Presto

The new features and key enhancements are:

Presto 317 (beta) with New Features

PRES-3070: Presto 317 (Beta) is the latest version that Qubole Presto supports. This version of Qubole Presto supports open-source changes, reading Hive ACID tables, and other changes including: Beta | Cluster Restart Required

  • PRES-3139: Presto 317 now supports required-workers.

  • PRES-3066, PRES-3106: Presto 317 now supports Dynamic Filtering.

  • PRES-2967: Presto 317 now supports Qubole’s workload aware autoscaling.

  • PRES-2966: Presto 317 now supports strict mode.

  • PRES-2965: Presto 317 now supports integration with Apache Ranger.

  • PRES-2969: Presto 317 now supports smart query retries.

  • PRES-3141: Presto 317 now supports Kinesis connector.

  • PRES-2963: Presto 317 now supports Rubix cache.

Presto Supports Hive ACID Tables

PRES-2839: Qubole Presto 317 (Beta) supports reading Hive ACID tables. It now has read support for:

  • Insert-only ACID table

  • Full ACID table

  • Non-ACID table converted to ACID table

JOIN Reordering and JOIN Type Determination Based on Table Size

PRES-2971: Table-size-based stats for determining JOIN distribution type and JOIN reordering now also work with predicates on partitioned tables. The size is calculated only for partitions that are being queried.

The distribution type of JOINs in a query is also visible in the Presto query info under the joinDistributionStats key name.

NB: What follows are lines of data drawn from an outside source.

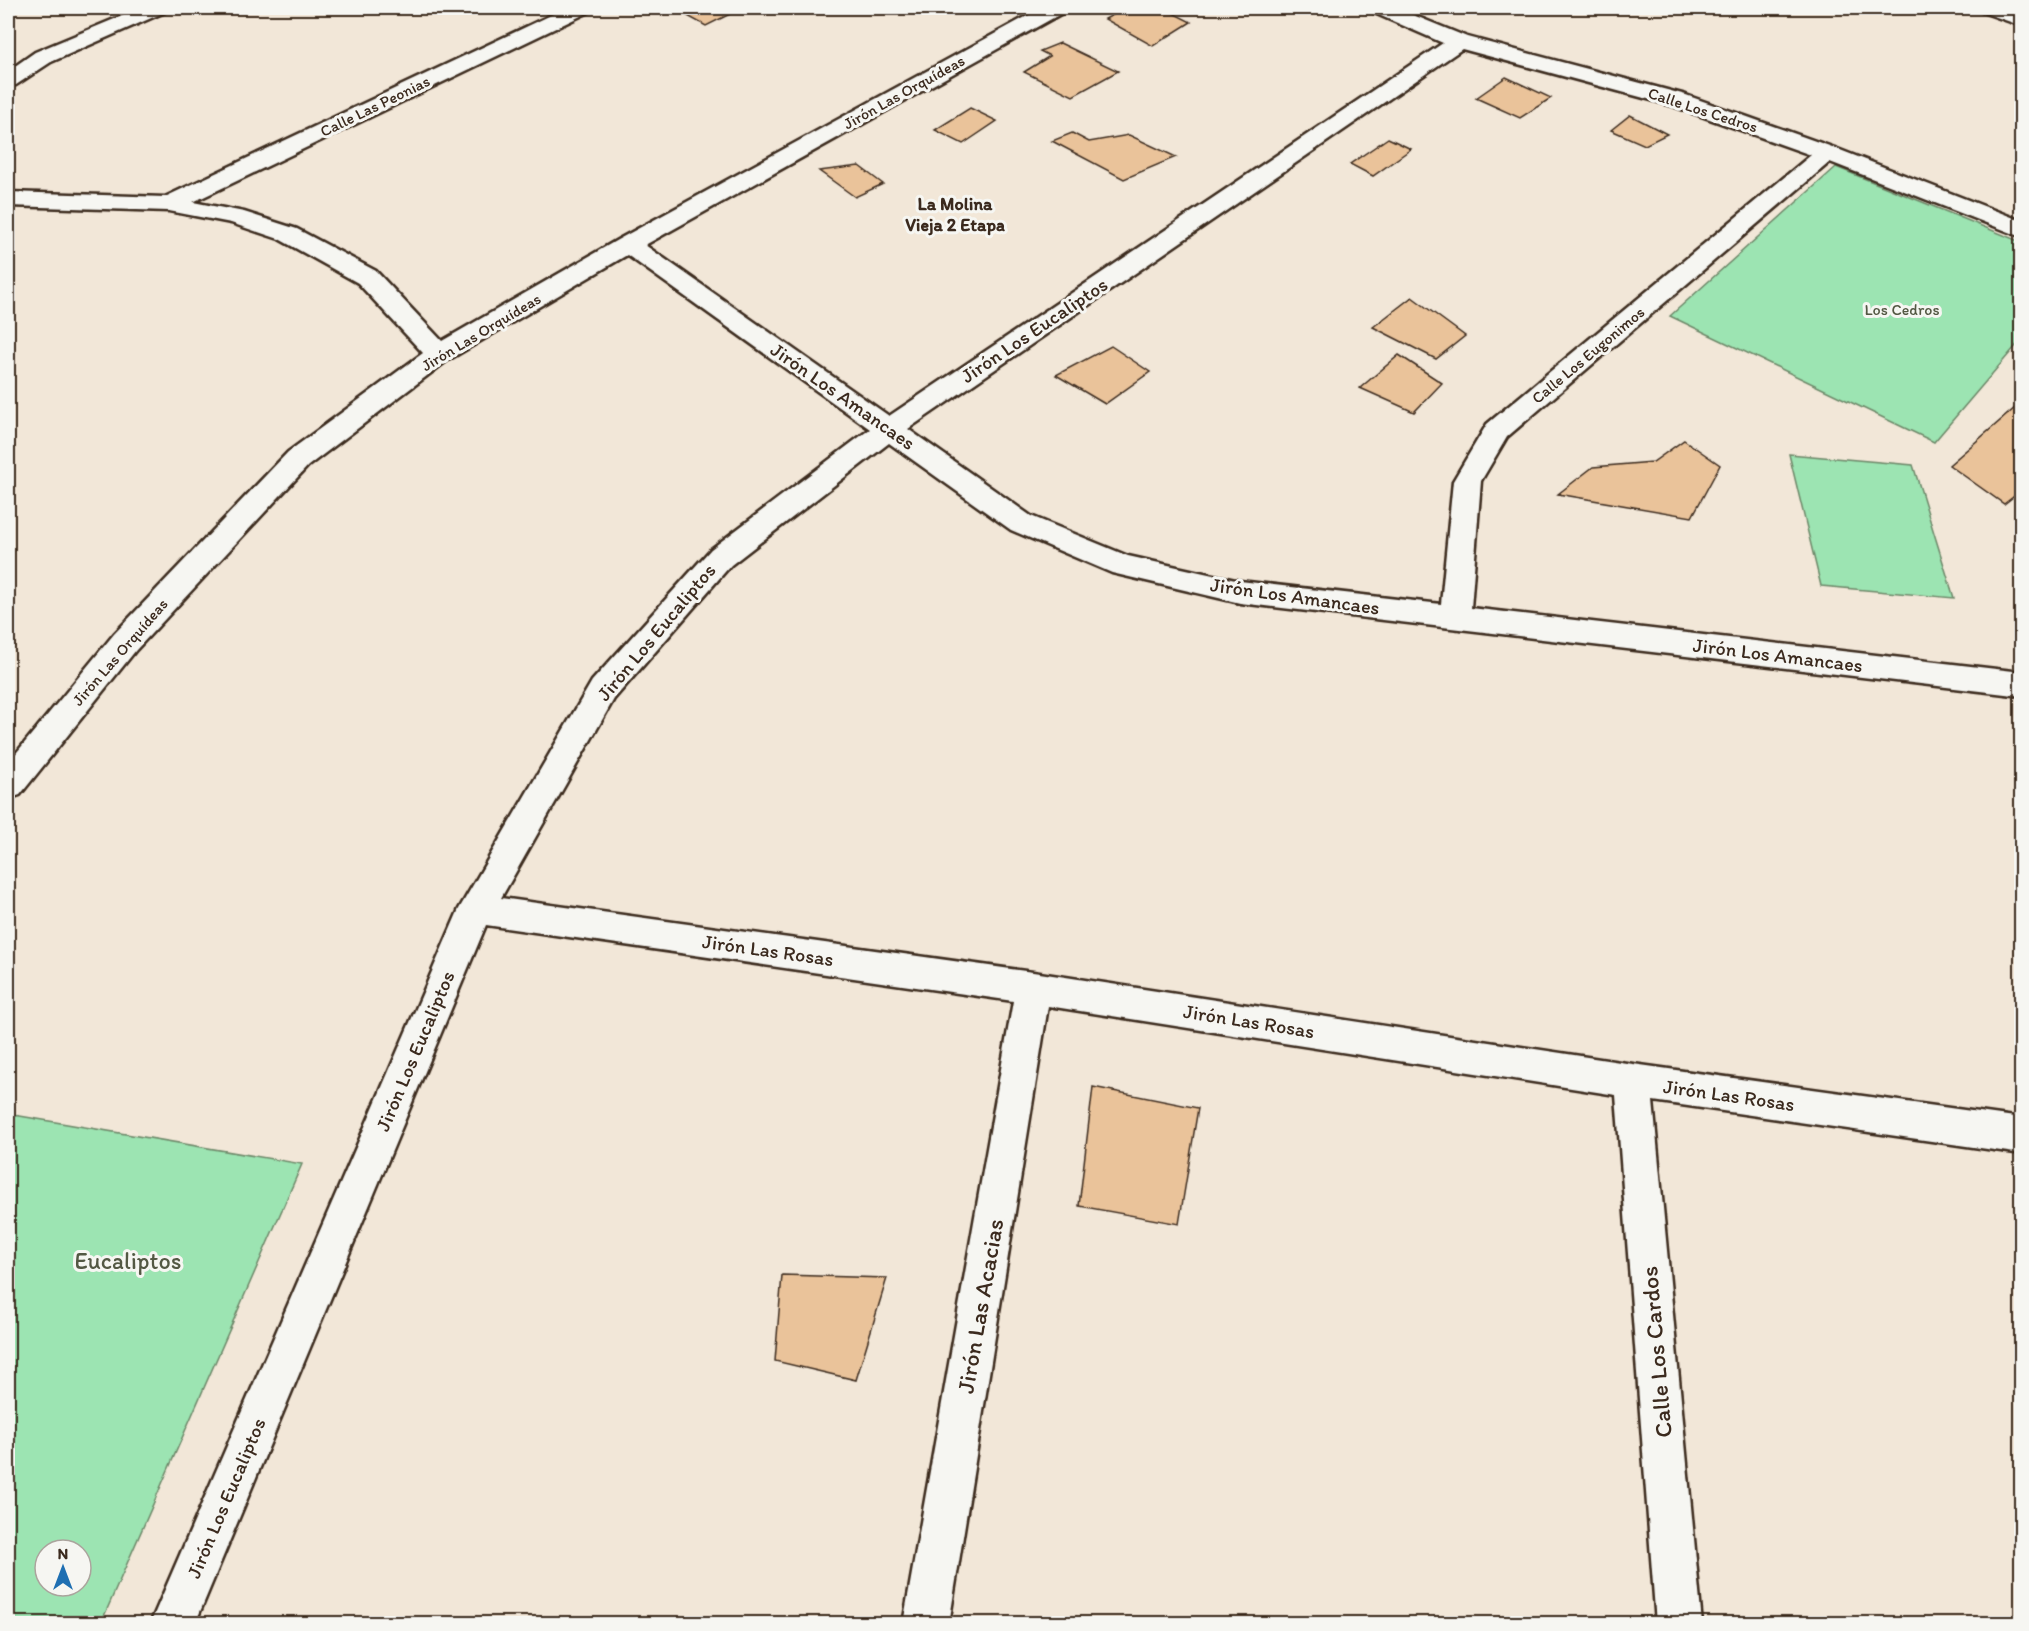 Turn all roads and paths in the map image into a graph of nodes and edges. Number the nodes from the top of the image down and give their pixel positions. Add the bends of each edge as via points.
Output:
1 (158, 8) edge
2 (582, 8) edge
3 (1057, 8) edge
4 (1379, 8) edge
5 (1989, 8) edge
6 (2022, 20) edge
7 (1460, 42) junction
8 (8, 80) edge
9 (1827, 153) junction
10 (8, 200) edge
11 (169, 204) junction
12 (2022, 230) edge
13 (628, 244) junction
14 (440, 354) junction
15 (889, 429) junction
16 (1455, 616) junction
17 (2022, 684) edge
18 (8, 786) edge
19 (476, 909) junction
20 (1033, 988) junction
21 (1633, 1082) junction
22 (2022, 1136) edge
23 (172, 1623) edge
24 (926, 1623) edge
25 (1679, 1623) edge

1 - 8 street via 43,57
2 - 11 street, Calle Las Peonias
3 - 13 street, Jirón Las Orquídeas
4 - 7 street, Calle Los Cedros
5 - 6 street
7 - 9 street, Calle Los Cedros via 1678,100
7 - 15 street, Jirón Los Eucaliptos
9 - 12 street, Calle Los Cedros
9 - 16 street, Calle Los Eugonimos via 1497,431 1467,481
10 - 11 street
11 - 14 street via 236,217 288,234 367,277
13 - 14 street, Jirón Las Orquídeas
13 - 15 street, Jirón Los Amancaes
14 - 18 street, Jirón Las Orquídeas via 298,459 125,642
15 - 16 street, Jirón Los Amancaes via 1021,523 1122,565 1240,592
15 - 19 street, Jirón Los Eucaliptos via 721,556 603,690
16 - 17 street, Jirón Los Amancaes
19 - 20 street, Jirón Las Rosas
19 - 23 street, Jirón Los Eucaliptos
20 - 21 street, Jirón Las Rosas
20 - 24 street, Jirón Las Acacias
21 - 22 street, Jirón Las Rosas
21 - 25 street, Calle Los Cardos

Presto Version 0.193 Deprecated

Presto 0.193 is deprecated and is labelled as deprecated on the Clusters page of the QDS UI. You can still create and use Presto 0.193 clusters, but Qubole strongly recommends you upgrade to 0.208 or a later version to take advantage of the many new features.

Presto 0.208 is the new default version.

Proactive Removal of Unhealthy Cluster Nodes

QDS has implemented the following changes: Cluster Restart Required

  • PRES-2093: Use ascm.bad-node-removal to enable or disable this service, which when enabled finds and removes unhealthy worker nodes periodically. Configure the periodic interval via ascm.bad-node-removal.interval. Disabled | Cluster Restart Required

  • PRES-3044: The coordinator node periodically fetches open file descriptor counts from the worker nodes and gracefully shuts down nodes whose open file descriptor count exceeds a threshold.

For more information, see the documentation.

Buffer Capacity in Presto Clusters

PRES-2682: Presto clusters now support configuring buffer capacity. Set ascm.cluster-start-buffer-workers to configure the buffer capacity. Disabled | Cluster Restart Required

This configured buffer capacity will remain free unless the cluster reaches or exceeds its configured maximum size. Note that when this feature is enabled, the cluster uses buffer capacity as the trigger to upscale, as opposed to the triggers described in workload-aware Presto autoscaling.

For more information, see the documentation.

Dynamic Filtering Improvements

PRES-3152 introduces these improvements:

  • Improves efficiency of dynamic partition pruning by preventing listing and creation of Hive splits from partitions, which are pruned at runtime. (PRES-2990)

  • Enables dynamic partition pruning on Hive tables at the account level. (PRES-3112) Gradual Rollout | Cluster Restart Required

  • Resolves the invalid partition value exception, and intermittent ArrayIndexOutOfBoundsException exceptions from queries with Dynamic Filtering enabled. (PRES-3051)

  • Fixes the UnsupportedOperationException that occurred with some complex outer join queries when dynamic filtering was enabled. (PRES-3249)

Other Enhancements

  • PRES-2740: The Presto Server now runs as a Presto user rather than the root user.

  • PRES-3174: Provides an account-level setting to enable or disable per-user-based filesystem object caching. Gradual Rollout | Cluster Restart Required

  • PRES-3202: The reserved memory pool is disabled by default in Presto version 317. For Presto 0.208, the reserved memory pool is being disabled as part of a Gradual Rollout | Cluster Restart Required.

  • PRES-3076: Presto has added support for Prometheus monitoring with the default Presto dashboard, capturing various JMX metrics, which you can view through Grafana. The link is in the Resources drop-down list on the Clusters page of the QDS UI . Gradual Rollout | Cluster Restart Required

For more information, see the documentation.

Bug Fixes

  • PRES-3020: Qubole has back-ported an open-source fix to Presto 0.208 to make Presto use an ordinal position instead of field names for mapping struct types in ORC file format.

  • PRES-3177: To prevent the Presto Server from starting without applying bootstrap changes, the server will now not start if its bootstrap file fails to download.

  • PRES-3282: Adds support for lambda expressions in ExpressionEquivalence.